Gdy jesteśmy w podróży warto wyłączyć Wi-Fi w iPhonie. Podczas podróży stale włączone Wi-Fi może mieć negatywne konsekwencje.
Jest kilka powodów, aby w podróży wyłączać Wi-Fi:
Twój iPhone nieustannie wysyła sygnały do otoczenia
Przy włączonym Wi-Fi iPhone nieustannie wyszukuje dostępne sieci. Niezależnie od tego, czy stoisz w metrze, spacerujesz po centrum handlowym, czy czekasz na światłach. Urządzenie wysyła tzw. zapytania próbne, które mogą ujawnić, z jakich sieci korzystałeś ostatnio i gdzie się w tej chwili znajdujesz. Brzmi to niewinnie, ale w tle tworzy dość dokładny profil ruchów.
Bateria szybciej się wyczerpuje
Dopóki Wi-Fi jest aktywne, iPhone pracuje w tle. Szuka, sprawdza, ocenia i skanuje – a to kosztuje energię. Im bardziej ruchliwe otoczenie, tym częściej zachodzą te procesy.

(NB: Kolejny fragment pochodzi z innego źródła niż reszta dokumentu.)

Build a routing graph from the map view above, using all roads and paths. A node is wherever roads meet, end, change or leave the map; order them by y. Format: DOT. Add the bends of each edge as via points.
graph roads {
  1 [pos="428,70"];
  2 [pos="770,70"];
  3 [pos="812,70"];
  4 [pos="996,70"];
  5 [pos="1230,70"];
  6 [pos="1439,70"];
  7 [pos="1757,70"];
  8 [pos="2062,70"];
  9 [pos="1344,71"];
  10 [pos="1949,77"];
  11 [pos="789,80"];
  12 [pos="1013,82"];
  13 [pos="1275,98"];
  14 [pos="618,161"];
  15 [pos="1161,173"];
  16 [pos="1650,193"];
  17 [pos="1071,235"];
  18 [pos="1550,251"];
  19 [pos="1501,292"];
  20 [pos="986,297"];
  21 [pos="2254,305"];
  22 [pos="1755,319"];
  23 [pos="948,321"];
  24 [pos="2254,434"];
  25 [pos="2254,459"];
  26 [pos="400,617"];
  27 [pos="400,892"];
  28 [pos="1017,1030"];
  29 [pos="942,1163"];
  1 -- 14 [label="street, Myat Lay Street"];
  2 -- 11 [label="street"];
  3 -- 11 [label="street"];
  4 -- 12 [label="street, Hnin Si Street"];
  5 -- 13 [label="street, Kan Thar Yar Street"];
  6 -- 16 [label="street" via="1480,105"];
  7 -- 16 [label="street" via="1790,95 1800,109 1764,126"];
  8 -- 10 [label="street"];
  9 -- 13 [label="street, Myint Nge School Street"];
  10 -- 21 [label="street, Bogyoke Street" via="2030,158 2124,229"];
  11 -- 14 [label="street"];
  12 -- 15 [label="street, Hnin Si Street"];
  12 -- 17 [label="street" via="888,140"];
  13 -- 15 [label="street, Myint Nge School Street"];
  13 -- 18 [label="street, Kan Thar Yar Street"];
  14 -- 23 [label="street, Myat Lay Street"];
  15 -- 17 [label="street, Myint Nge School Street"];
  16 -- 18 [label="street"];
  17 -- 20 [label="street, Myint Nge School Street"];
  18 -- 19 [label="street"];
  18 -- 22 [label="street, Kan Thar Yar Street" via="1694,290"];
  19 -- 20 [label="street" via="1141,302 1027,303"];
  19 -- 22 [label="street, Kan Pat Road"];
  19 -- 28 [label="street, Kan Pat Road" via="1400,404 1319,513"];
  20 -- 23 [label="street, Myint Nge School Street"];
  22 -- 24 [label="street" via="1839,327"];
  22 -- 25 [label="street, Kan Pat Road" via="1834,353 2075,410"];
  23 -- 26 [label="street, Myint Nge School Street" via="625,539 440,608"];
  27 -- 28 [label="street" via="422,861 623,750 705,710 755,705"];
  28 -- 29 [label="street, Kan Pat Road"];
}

Szczególnie w podróży ma to znacznie większy wpływ na żywotność baterii, niż wielu sądzi.
Publiczne sieci Wi-Fi mogą stać się pułapką
Podczas podróży iPhone stale napotyka bezpłatne sieci Wi-Fi w kawiarniach, na dworcach lub w hotelach. Wiele z nich jest technicznie „otwartych”, ponieważ nie używają prawdziwego hasła, a jedynie wyświetlają stronę logowania. To właśnie sprawia, iż są podatne na ataki.
Powyższe czynniki sprawiają, iż wyłączenie Wi-Fi w podróży staje się prawie wymagalnym nawykiem każdego użytkownika iPhone’a.